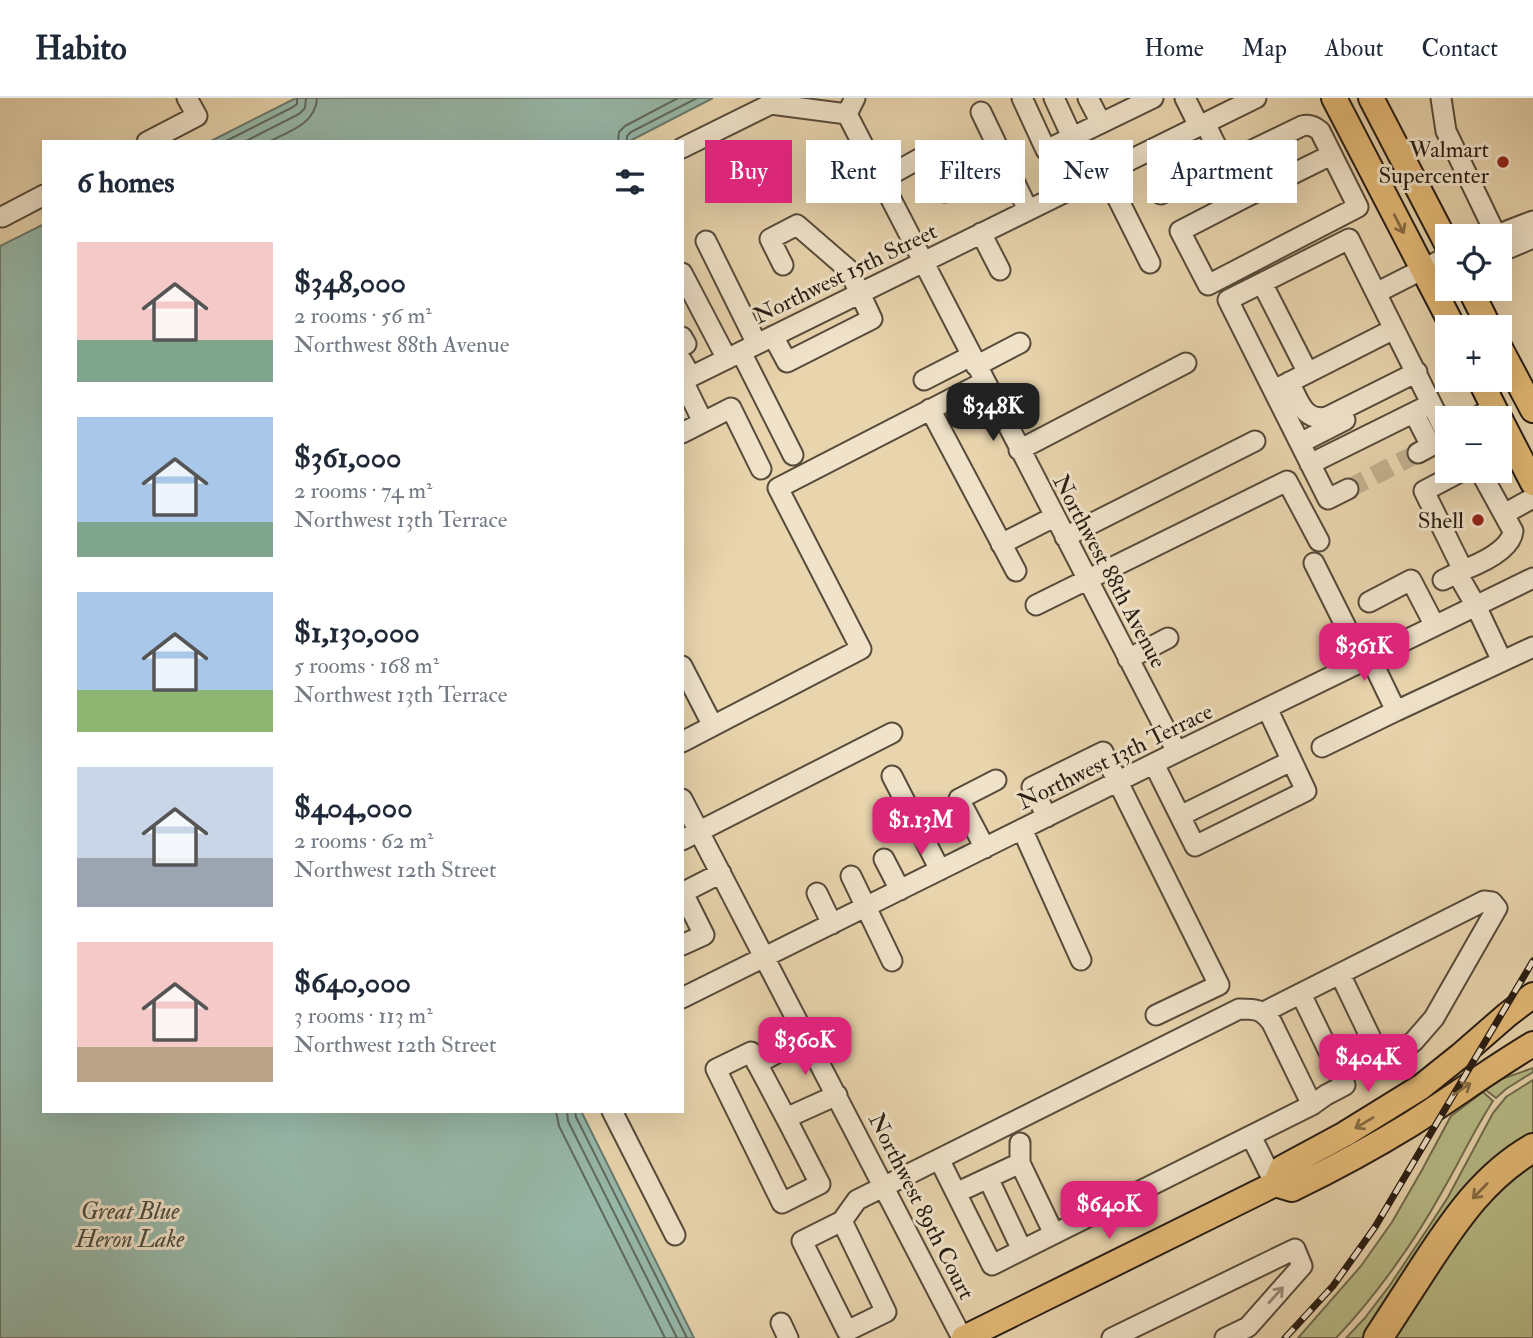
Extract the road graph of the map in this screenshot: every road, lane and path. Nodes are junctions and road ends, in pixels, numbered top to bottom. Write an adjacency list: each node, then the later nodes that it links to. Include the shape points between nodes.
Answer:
1 (187, 98): 17 (street, via 197,116)
2 (1022, 98): 15 (street, via 1046,149)
3 (1054, 98): 15 (street)
4 (1088, 98): 13 (street)
5 (1153, 98): 13 (street)
6 (1185, 98): 14 (street)
7 (1256, 98): 14 (street, Northwest 15th Street)
8 (1334, 98): 16 (main road)
9 (1371, 98): 33 (main road)
10 (1441, 98): 34 (street, via 1446,131)
11 (851, 106): 18 (street, Northwest 88th Avenue); 21 (street, via 771,104)
12 (981, 112): 30 (street)
13 (1101, 123): 15 (street)
14 (1202, 125): 19 (street); 23 (street, Northwest 15th Street)
15 (1072, 137)
16 (1355, 139): 22 (street); 45 (main road, one-way to 45)
17 (152, 140)
18 (865, 140)
19 (1211, 140)
20 (1273, 140): 22 (street, via 1307,125 1320,131)
21 (684, 147)
22 (1331, 153): 24 (street); 29 (street, via 1358,207 1208,285 1180,231)
23 (1133, 159)
24 (1297, 171)
25 (42, 196): 31 (street)
26 (893, 203): 40 (street, Northwest 88th Avenue)
27 (1043, 203): 30 (street, Northwest 15th Street)
28 (1120, 203): 41 (street)
29 (1236, 203)
30 (1028, 210): 36 (street, Northwest 15th Street)
31 (2, 217)
32 (1533, 221): 35 (street)
33 (1437, 224)
34 (1489, 224)
35 (1512, 229)
36 (981, 233): 40 (street, Northwest 15th Street); 43 (street)
37 (1533, 238): 39 (street)
38 (706, 241): 52 (street)
39 (1512, 247)
40 (923, 262): 47 (street, Northwest 15th Street); 54 (street, Northwest 88th Avenue)
41 (1150, 263)
42 (783, 265): 47 (street, via 770,239 797,225 849,270)
43 (1000, 270)
44 (684, 275): 52 (street)
45 (1434, 276): 48 (street); 49 (main road)
46 (1262, 283): 48 (street, via 1349,239); 56 (street); 60 (street, via 1228,300)
47 (860, 293): 52 (street, Northwest 15th Street); 52 (street, via 872,319 786,362)
48 (1376, 293): 50 (street)
49 (1449, 315)
50 (1394, 329): 56 (street); 58 (street)
51 (1020, 343): 54 (street)
52 (750, 348): 57 (street, Northwest 15th Street); 71 (street)
53 (1186, 363): 69 (street)
54 (977, 368): 59 (street); 62 (street); 69 (street, Northwest 88th Avenue)
55 (1512, 371): 63 (main road)
56 (1308, 373): 60 (street)
57 (685, 375): 65 (street)
58 (1419, 377): 60 (street, via 1320,418 1305,412); 61 (street); 68 (street)
59 (924, 380)
60 (1282, 386): 68 (street)
61 (1423, 408): 64 (street); 70 (street, via 1431,446); 73 (street)
62 (930, 409): 84 (street); 102 (street, via 779,488 860,649)
63 (1533, 410)
64 (1435, 421)
65 (703, 422): 66 (street); 74 (street, via 731,408)
66 (684, 432)
67 (1255, 441): 82 (street)
68 (1300, 443): 73 (street)
69 (1019, 450): 80 (street, Northwest 88th Avenue)
70 (1418, 453)
71 (793, 456)
72 (1512, 456): 77 (main road)
73 (1310, 464): 78 (street, via 1328,499)
74 (761, 469)
75 (1439, 483): 87 (street, via 1424,491)
76 (1487, 483): 81 (street)
77 (1533, 483)
78 (1348, 489)
79 (1533, 498): 81 (street)
80 (1054, 517): 82 (street, Northwest 88th Avenue); 84 (street)
81 (1509, 522): 87 (street)
82 (1065, 537): 89 (street, Northwest 88th Avenue)
83 (1319, 541): 89 (street, via 1287,481)
84 (1001, 544): 86 (street)
85 (1314, 563): 96 (street)
86 (1016, 571)
87 (1455, 571): 92 (street)
88 (1533, 578): 92 (street, Northwest 13th Terrace)
89 (1087, 579): 91 (street); 97 (street, Northwest 88th Avenue)
90 (1369, 602): 93 (street, via 1412,580)
91 (1035, 605)
92 (1476, 606): 93 (street, Northwest 13th Terrace); 98 (street)
93 (1435, 626): 96 (street, Northwest 13th Terrace)
94 (1168, 638): 97 (street)
95 (1533, 647): 98 (street)
96 (1367, 659): 100 (street, Northwest 13th Terrace); 101 (street)
97 (1128, 660): 106 (street, Northwest 88th Avenue)
98 (1502, 661): 101 (street)
99 (684, 670): 102 (street)
100 (1267, 708): 106 (street, Northwest 13th Terrace); 107 (street)
101 (1396, 711): 105 (street)
102 (713, 726): 104 (street)
103 (892, 733): 116 (street)
104 (684, 741)
105 (1322, 747)
106 (1177, 752): 108 (street, Northwest 13th Terrace)
107 (1291, 761): 113 (street); 113 (street, via 1306,791 1195,846)
108 (1154, 764): 111 (street, Northwest 13th Terrace); 113 (street)
109 (892, 776): 119 (street)
110 (996, 780): 117 (street, via 959,799)
111 (1118, 782): 114 (street, Northwest 13th Terrace); 114 (street, via 1103,752 1032,787); 137 (street, via 1219,985)
112 (684, 807): 116 (street, Northwest 89th Court)
113 (1180, 816)
114 (1047, 817): 115 (street, Northwest 13th Terrace)
115 (1022, 829): 117 (street, Northwest 13th Terrace); 130 (street)
116 (691, 836): 120 (street, Northwest 89th Court)
117 (985, 848): 119 (street, Northwest 13th Terrace)
118 (884, 859): 122 (street)
119 (940, 870): 122 (street, Northwest 13th Terrace)
120 (721, 873): 123 (street); 129 (street, Northwest 89th Court)
121 (850, 876): 126 (street)
122 (900, 890): 126 (street, Northwest 13th Terrace)
123 (684, 892)
124 (817, 893): 127 (street)
125 (684, 895): 128 (street, via 704,935)
126 (866, 907): 127 (street, Northwest 13th Terrace); 131 (street)
127 (832, 924): 129 (street, Northwest 13th Terrace)
128 (684, 944)
129 (765, 957): 135 (street, Northwest 13th Terrace); 138 (street, Northwest 89th Court)
130 (1081, 960)
131 (892, 961)
132 (1340, 974): 132 (street, via 1378,1053 1391,1058 1434,1018 1497,908 1484,901); 133 (street)
133 (1301, 994): 136 (street); 142 (street, via 1345,1085)
134 (1533, 995): 149 (main road, one-way to 149, via 1421,1087 1282,1168)
135 (684, 997)
136 (1264, 1012): 142 (street); 147 (street, via 1239,1009)
137 (1156, 1015)
138 (806, 1037): 140 (street); 141 (street, Northwest 89th Court)
139 (1533, 1044): 149 (main road, one-way to 139, via 1292,1189 1349,1161)
140 (757, 1064): 144 (street); 144 (street, via 751,1052 716,1069 782,1203 820,1184)
141 (837, 1095): 144 (street); 150 (street, Northwest 89th Court)
142 (1312, 1105): 145 (street)
143 (613, 1113): 154 (street)
144 (786, 1118)
145 (1251, 1136): 149 (street); 153 (street)
146 (1533, 1148): 159 (highway, one-way to 159, via 1471,1200)
147 (939, 1159): 150 (street); 151 (street)
148 (988, 1178): 151 (street); 153 (street, via 1020,1153); 155 (street)
149 (1275, 1184): 156 (main road)
150 (884, 1186): 152 (street, via 857,1200); 156 (street, Northwest 89th Court)
151 (956, 1194): 155 (street, via 992,1265)
152 (842, 1221): 152 (street, via 802,1241 847,1331 886,1311)
153 (1054, 1234): 155 (street)
154 (675, 1236)
155 (1022, 1250)
156 (967, 1337)
157 (1112, 1338): 158 (street, one-way to 157, via 1248,1327 1302,1266 1296,1249)
158 (1225, 1338)
159 (1378, 1338)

===

◆ **ACTION ITEM**:
Copy each line from the entries above that has the word "road" in it.

◆ **EXPECTED ANSWER**:
Extract the road graph of the map in this screenshot: every road, lane and path. Nodes are junctions and road ends, in pixels, numbered top to bottom. Write an adjacency list: each node, then the later nodes that it links to. Include the shape points between nodes.
8 (1334, 98): 16 (main road)
9 (1371, 98): 33 (main road)
16 (1355, 139): 22 (street); 45 (main road, one-way to 45)
45 (1434, 276): 48 (street); 49 (main road)
55 (1512, 371): 63 (main road)
72 (1512, 456): 77 (main road)
134 (1533, 995): 149 (main road, one-way to 149, via 1421,1087 1282,1168)
139 (1533, 1044): 149 (main road, one-way to 139, via 1292,1189 1349,1161)
149 (1275, 1184): 156 (main road)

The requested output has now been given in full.